■ **Exercise goal**
Transcribe exactly everything in the data below from the line containing "thumb mcp: (641, 640)" down to the line containing "index pip: (623, 493)", both lines included and nothing further.

■ **Information**
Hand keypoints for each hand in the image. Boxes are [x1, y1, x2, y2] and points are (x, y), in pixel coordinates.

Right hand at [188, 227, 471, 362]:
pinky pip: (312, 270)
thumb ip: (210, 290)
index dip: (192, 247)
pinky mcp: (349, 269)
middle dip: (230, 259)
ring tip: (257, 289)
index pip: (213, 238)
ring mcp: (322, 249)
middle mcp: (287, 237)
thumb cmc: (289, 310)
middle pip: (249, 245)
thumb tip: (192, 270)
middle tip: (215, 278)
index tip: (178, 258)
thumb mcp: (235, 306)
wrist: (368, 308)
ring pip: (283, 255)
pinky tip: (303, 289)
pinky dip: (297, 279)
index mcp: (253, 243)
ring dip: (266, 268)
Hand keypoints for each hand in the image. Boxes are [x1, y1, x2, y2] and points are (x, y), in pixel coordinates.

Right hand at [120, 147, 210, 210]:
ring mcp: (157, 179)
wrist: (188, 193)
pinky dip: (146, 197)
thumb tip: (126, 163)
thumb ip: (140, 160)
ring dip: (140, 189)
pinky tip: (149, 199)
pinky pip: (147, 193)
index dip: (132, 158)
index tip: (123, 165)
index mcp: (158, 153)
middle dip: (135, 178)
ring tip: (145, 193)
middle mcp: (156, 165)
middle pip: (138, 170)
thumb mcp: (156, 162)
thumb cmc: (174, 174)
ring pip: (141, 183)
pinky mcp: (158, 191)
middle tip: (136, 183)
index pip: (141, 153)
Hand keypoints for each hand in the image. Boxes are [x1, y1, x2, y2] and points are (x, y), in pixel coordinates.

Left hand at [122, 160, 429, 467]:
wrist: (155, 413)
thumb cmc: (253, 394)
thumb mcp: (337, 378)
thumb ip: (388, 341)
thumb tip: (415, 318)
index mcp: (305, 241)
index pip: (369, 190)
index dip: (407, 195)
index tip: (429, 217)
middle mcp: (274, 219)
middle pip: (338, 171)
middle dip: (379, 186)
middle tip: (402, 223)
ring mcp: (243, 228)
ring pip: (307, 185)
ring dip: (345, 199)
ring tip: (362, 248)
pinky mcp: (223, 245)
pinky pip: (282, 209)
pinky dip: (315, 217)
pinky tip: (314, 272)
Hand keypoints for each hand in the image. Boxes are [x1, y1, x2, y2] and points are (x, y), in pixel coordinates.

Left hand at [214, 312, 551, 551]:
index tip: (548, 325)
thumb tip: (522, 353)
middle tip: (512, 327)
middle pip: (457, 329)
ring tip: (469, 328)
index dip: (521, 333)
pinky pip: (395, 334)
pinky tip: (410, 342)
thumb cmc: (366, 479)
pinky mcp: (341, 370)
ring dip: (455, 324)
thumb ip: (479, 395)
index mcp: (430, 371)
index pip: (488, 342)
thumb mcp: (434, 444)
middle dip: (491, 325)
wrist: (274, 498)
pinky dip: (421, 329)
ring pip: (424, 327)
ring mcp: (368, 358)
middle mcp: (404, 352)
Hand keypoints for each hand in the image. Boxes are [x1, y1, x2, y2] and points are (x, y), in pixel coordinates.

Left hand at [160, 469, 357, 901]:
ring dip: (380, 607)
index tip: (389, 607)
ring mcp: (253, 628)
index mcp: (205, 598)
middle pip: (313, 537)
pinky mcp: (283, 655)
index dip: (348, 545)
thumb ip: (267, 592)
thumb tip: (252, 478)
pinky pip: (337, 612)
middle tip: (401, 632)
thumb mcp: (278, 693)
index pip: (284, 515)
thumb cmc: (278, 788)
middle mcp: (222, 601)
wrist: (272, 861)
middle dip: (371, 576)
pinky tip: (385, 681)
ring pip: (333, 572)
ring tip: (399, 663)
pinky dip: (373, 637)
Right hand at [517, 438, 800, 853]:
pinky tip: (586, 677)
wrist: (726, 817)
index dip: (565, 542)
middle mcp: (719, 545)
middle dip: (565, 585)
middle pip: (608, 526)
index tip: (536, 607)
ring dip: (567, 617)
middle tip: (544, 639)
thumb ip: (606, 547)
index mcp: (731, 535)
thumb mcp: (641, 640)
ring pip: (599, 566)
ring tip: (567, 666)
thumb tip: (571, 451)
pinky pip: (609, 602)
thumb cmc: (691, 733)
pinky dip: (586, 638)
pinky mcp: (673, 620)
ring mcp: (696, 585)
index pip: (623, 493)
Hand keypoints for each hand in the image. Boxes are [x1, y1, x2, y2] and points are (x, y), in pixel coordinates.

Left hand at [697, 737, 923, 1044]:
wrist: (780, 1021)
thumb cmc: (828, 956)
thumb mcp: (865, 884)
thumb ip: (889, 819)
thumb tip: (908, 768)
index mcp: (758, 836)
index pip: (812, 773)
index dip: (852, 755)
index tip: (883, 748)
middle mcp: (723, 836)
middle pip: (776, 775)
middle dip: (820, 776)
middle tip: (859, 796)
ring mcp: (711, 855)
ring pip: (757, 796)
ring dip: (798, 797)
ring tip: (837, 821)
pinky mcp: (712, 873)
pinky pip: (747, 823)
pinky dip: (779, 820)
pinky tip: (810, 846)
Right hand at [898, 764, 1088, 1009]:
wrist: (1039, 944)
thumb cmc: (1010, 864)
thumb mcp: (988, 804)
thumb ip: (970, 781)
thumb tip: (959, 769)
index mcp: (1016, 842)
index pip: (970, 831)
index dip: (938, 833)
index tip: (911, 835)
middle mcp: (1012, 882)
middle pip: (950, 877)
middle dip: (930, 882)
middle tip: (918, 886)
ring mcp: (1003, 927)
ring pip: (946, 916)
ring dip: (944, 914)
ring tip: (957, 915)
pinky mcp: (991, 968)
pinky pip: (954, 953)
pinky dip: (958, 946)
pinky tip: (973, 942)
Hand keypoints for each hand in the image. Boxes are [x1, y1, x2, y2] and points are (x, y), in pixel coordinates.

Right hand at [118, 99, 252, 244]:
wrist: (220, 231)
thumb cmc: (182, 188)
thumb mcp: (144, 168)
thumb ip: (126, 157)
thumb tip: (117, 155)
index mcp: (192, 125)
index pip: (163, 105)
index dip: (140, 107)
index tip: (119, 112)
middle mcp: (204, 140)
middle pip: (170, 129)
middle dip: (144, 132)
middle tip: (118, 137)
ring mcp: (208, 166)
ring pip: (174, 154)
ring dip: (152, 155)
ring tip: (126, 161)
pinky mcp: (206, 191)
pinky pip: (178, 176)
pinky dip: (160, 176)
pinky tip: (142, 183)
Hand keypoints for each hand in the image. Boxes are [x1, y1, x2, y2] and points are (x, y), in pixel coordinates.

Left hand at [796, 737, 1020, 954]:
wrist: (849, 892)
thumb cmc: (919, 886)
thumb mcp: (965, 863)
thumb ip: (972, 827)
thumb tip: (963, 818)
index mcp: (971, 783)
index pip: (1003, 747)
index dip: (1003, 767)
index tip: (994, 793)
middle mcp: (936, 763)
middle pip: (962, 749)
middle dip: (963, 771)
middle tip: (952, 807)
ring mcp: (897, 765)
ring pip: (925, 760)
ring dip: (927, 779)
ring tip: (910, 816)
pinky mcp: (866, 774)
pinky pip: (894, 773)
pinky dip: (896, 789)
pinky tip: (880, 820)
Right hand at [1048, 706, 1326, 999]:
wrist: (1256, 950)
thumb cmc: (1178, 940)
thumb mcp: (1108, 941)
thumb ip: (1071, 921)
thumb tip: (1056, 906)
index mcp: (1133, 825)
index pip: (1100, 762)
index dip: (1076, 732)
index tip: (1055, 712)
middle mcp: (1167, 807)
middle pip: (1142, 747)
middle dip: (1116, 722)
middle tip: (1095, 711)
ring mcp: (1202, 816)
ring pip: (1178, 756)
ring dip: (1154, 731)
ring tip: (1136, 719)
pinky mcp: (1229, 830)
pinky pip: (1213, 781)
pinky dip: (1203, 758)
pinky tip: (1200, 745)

■ **Expected answer**
thumb mcp: (641, 640)
ring pip: (599, 566)
ring tip: (567, 666)
thumb tip: (571, 451)
pinky pip: (609, 602)
thumb cmc: (691, 733)
pinky dip: (586, 638)
pinky mcp: (673, 620)
ring mcp: (696, 585)
index pip: (623, 493)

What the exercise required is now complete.